本研究通過CCK-8實驗和EdU實驗檢測了HHT對PLC5細胞增殖的影響，結果表明HHT對PLC5細胞的增殖有顯著的抑制作用，并呈現濃度和時間依賴性。顯微鏡下觀察發現HHT處理后的PLC5細胞數量明顯減少，細胞形態發生了改變，細胞皺縮，邊緣不齊，胞質內可見大量顆粒，細胞貼壁能力下降，脫落增多，部分細胞呈懸浮生長。進一步通過流式細胞術檢測HHT對PLC5細胞周期的影響，結果表明HHT可誘導PLC5細胞阻滯在S期。

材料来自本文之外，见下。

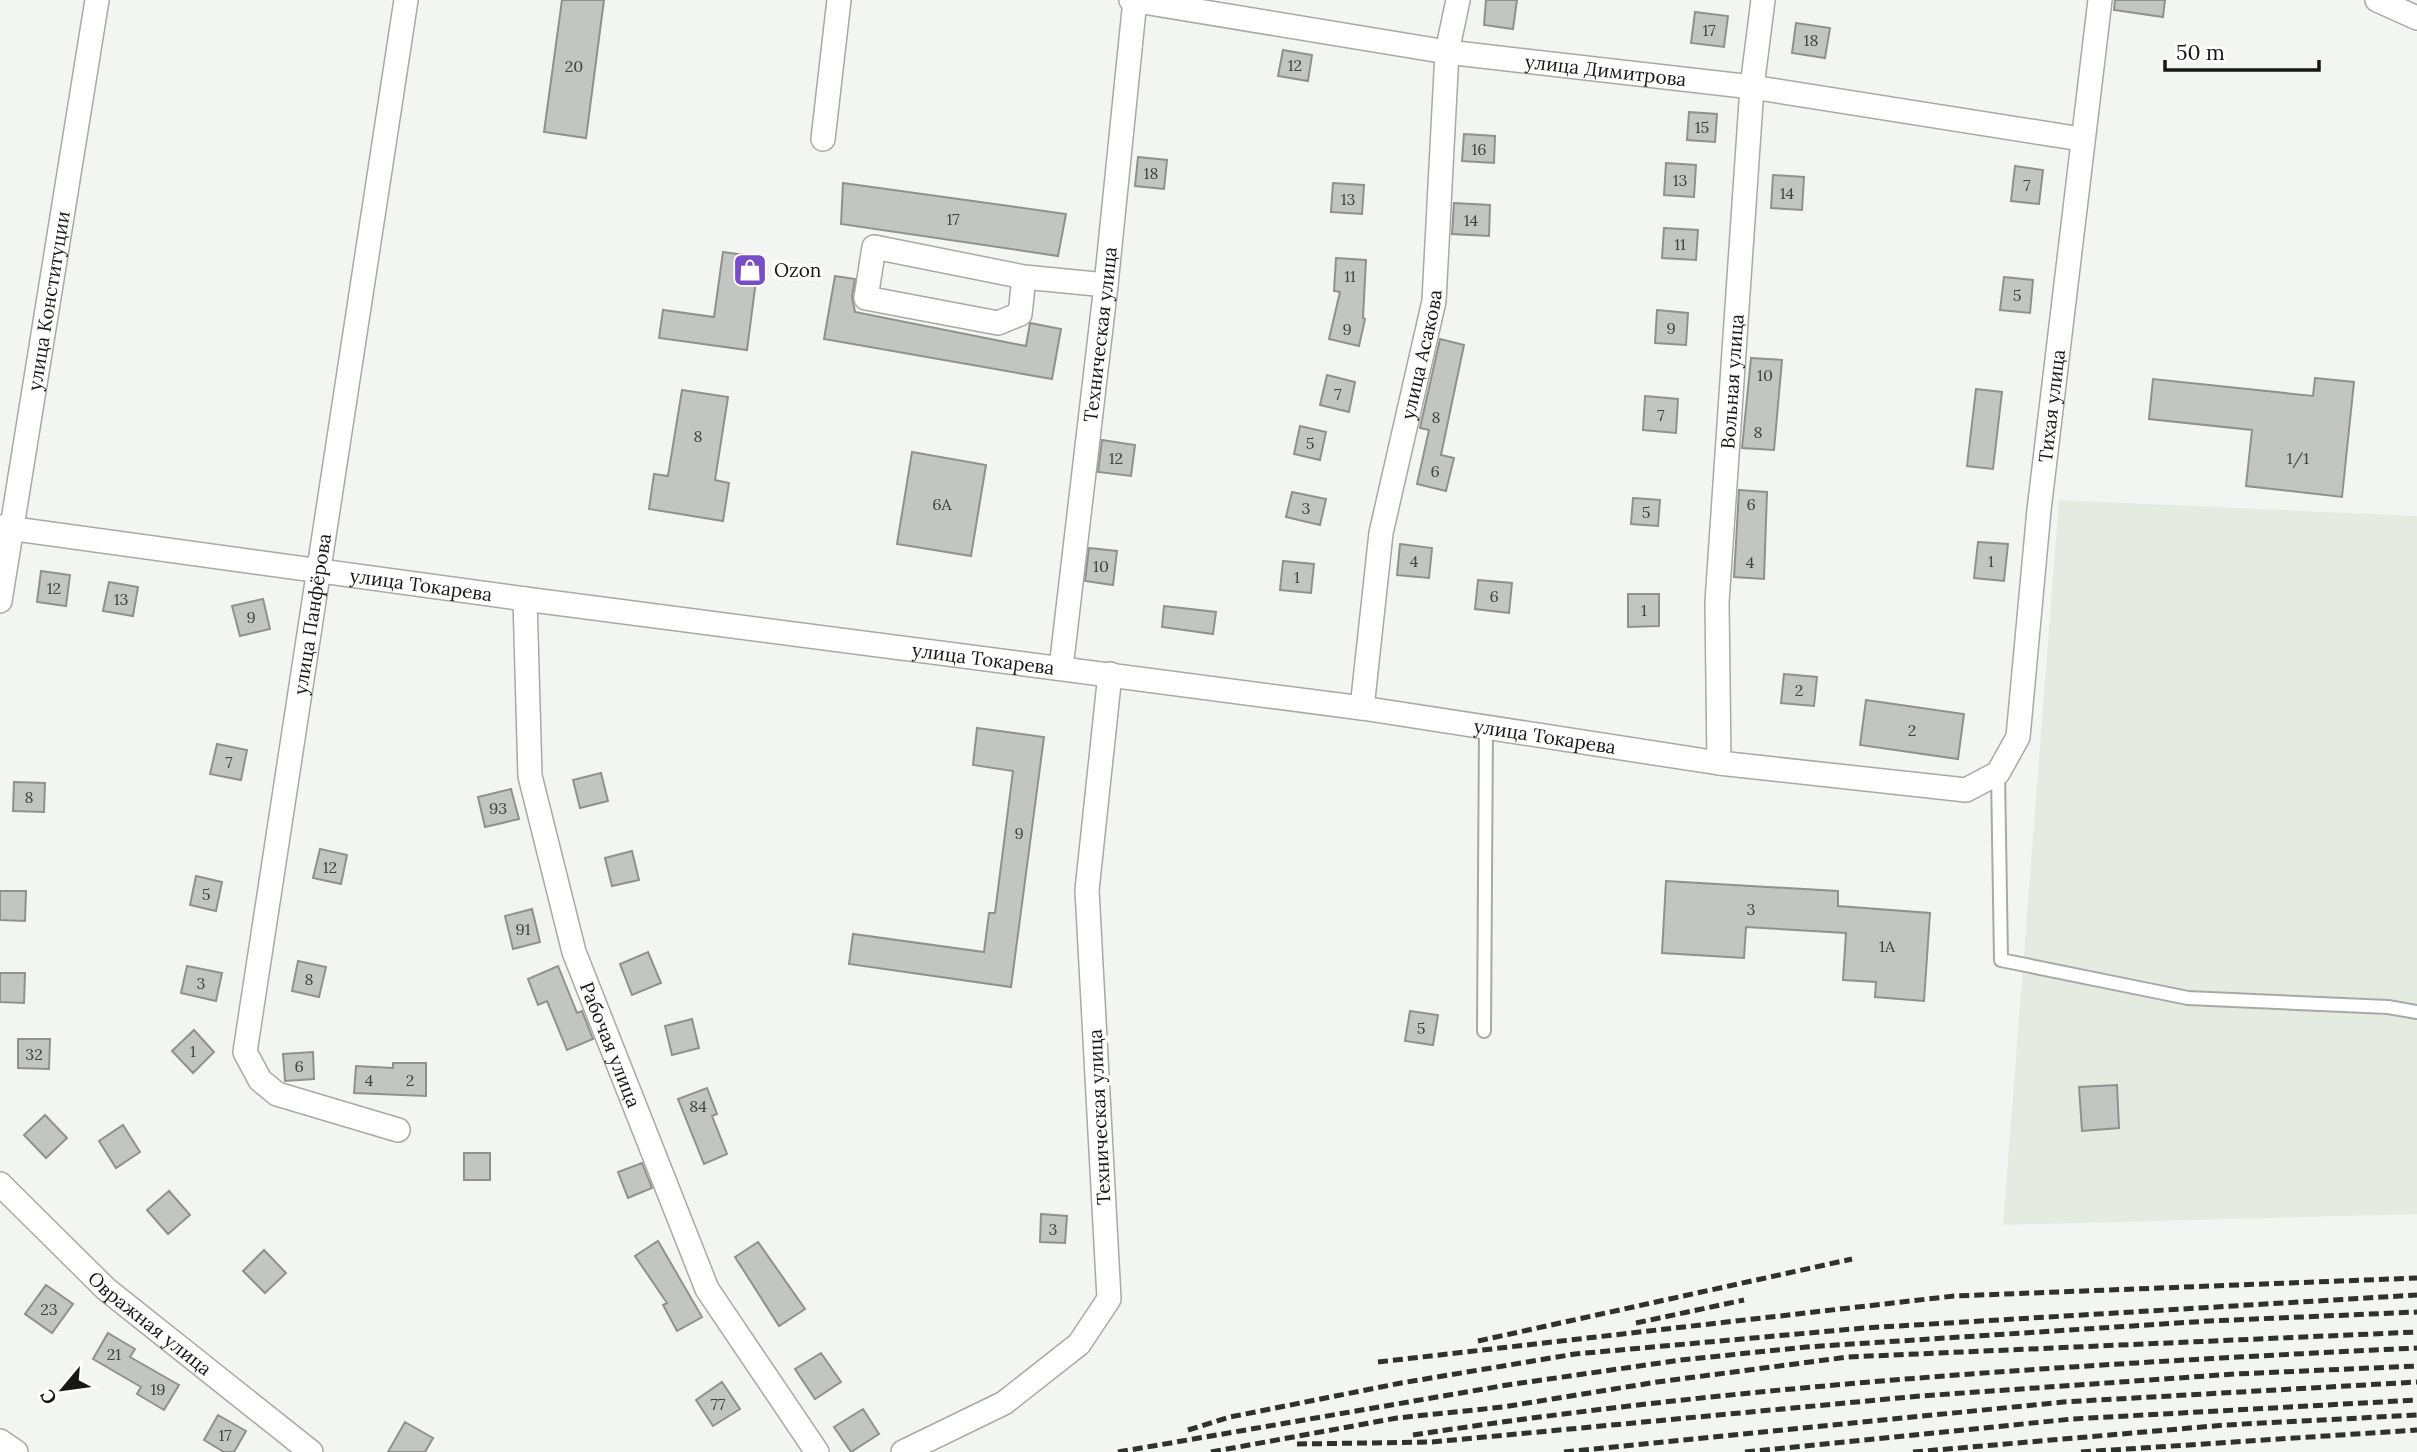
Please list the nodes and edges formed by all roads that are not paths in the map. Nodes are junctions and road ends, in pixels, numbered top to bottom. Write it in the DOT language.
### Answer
graph roads {
  1 [pos="97,0"];
  2 [pos="406,0"];
  3 [pos="839,0"];
  4 [pos="1134,0"];
  5 [pos="1458,0"];
  6 [pos="1763,0"];
  7 [pos="2099,0"];
  8 [pos="2376,0"];
  9 [pos="2417,18"];
  10 [pos="1447,52"];
  11 [pos="1752,87"];
  12 [pos="823,139"];
  13 [pos="2081,139"];
  14 [pos="1024,277"];
  15 [pos="1106,285"];
  16 [pos="5,528"];
  17 [pos="320,571"];
  18 [pos="525,599"];
  19 [pos="0,601"];
  20 [pos="1060,668"];
  21 [pos="1110,674"];
  22 [pos="1363,708"];
  23 [pos="1486,727"];
  24 [pos="1719,763"];
  25 [pos="1998,773"];
  26 [pos="2417,1012"];
  27 [pos="1484,1031"];
  28 [pos="398,1130"];
  29 [pos="0,1184"];
  30 [pos="0,1441"];
  31 [pos="16,1452"];
  32 [pos="311,1452"];
  33 [pos="817,1452"];
  34 [pos="903,1452"];
  1 -- 16 [label="street, улица Конституции"];
  2 -- 17 [label="street, улица Панфёрова"];
  3 -- 12 [label="street"];
  4 -- 10 [label="street, улица Димитрова"];
  4 -- 15 [label="street, Техническая улица"];
  5 -- 10 [label="street, улица Асакова"];
  6 -- 11 [label="street, Вольная улица"];
  7 -- 13 [label="street, Тихая улица"];
  8 -- 9 [label="street"];
  10 -- 11 [label="street, улица Димитрова"];
  10 -- 22 [label="street, улица Асакова"];
  11 -- 13 [label="street, улица Димитрова"];
  11 -- 24 [label="street, Вольная улица"];
  13 -- 25 [label="street, Тихая улица"];
  14 -- 14 [label="street"];
  14 -- 15 [label="street"];
  15 -- 20 [label="street, Техническая улица"];
  16 -- 17 [label="street, улица Токарева"];
  16 -- 19 [label="street, улица Конституции"];
  17 -- 18 [label="street, улица Токарева"];
  17 -- 28 [label="street, улица Панфёрова"];
  18 -- 20 [label="street, улица Токарева"];
  18 -- 33 [label="street, Рабочая улица"];
  20 -- 21 [label="street, улица Токарева"];
  21 -- 22 [label="street, улица Токарева"];
  21 -- 34 [label="street, Техническая улица"];
  22 -- 23 [label="street, улица Токарева"];
  23 -- 24 [label="street, улица Токарева"];
  23 -- 27 [label="lane"];
  24 -- 25 [label="street, улица Токарева"];
  25 -- 26 [label="lane"];
  29 -- 32 [label="street, Овражная улица"];
  30 -- 31 [label="street"];
}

Fig 6 Effect of HHT on expression of ATM, p53 protein

細胞周期異常是惡性腫瘤的特性之一，可導致腫瘤無限制地增殖。在細胞分裂增殖的過程中，周期蛋白Cyclins和周期蛋白依賴性激酶CDK起著重要的調控作用[13]，其中cyclinA與CDK2結合在促進細胞由S期進入G2期特別是在DNA合成過程中起到了非常重要的作用。p21作為一種腫瘤抑制因子，在腫瘤細胞中處于低表達狀態，當受到藥物刺激后，其表達量會升高。當DNA受損時，p21能夠與CyclinA/CDK2復合物結合從而抑制其活性，使細胞周期阻滯在S期。而S期阻滯在大多數癌癥發病機制中發揮了重要的作用，在S期阻滯過程中，一些相關的信號通路被激活，從而引發細胞的增殖抑制。本研究中，Western blot 結果顯示，被HHT處理后的PLC5細胞內，p21表達水平的升高，而周期相關蛋白cyclinA以及CDK2的表達水平則降低，這可能與HHT將PLC5細胞阻滯在S期有關。

腫瘤抑制因子p53是一種短暫的核轉錄因子，在DNA損傷、氧化應激、癌基因激活、營養饑餓和缺氧等多種細胞應激反應中穩定并激活[14]，p53的升高與腫瘤的發生、發展、轉移等密切相關[15]。共濟失調毛細血管擴張突變基因(ataxia telangiectasia-mutated gene，ATM)是一類廣泛存在于各種生物中，并廣泛表達的大型磷酸化蛋白激酶家族[16]，ATM通過調控相關信號通路、維持細胞氧化還原穩態、促進細胞代謝和協同調節增殖相關信號通路活性以調控細胞正常增殖[17]。有研究表明，在DNA損傷條件下，ATM的激活會導致p53的激活，驅動細胞的衰老和凋亡，而p53的激活也使得細胞周期檢查點p21的表達升高，從而抑制細胞周期[18]。在本實驗中，用不同濃度HHT處理肝癌細胞PLC5，實驗組與對照組相比，p53和ATM蛋白水平均升高。

綜上所述，HHT對肝癌細胞PLC5有明顯的抗腫瘤活性，其作用機制可能是誘導PLC5細胞發生DNA損傷，激活DNA損傷修復信號通路，阻滯細胞于S期，從而抑制細胞增殖。本研究為HHT 抗肝細胞肝癌的深入研究及臨床應用提供了理論依據。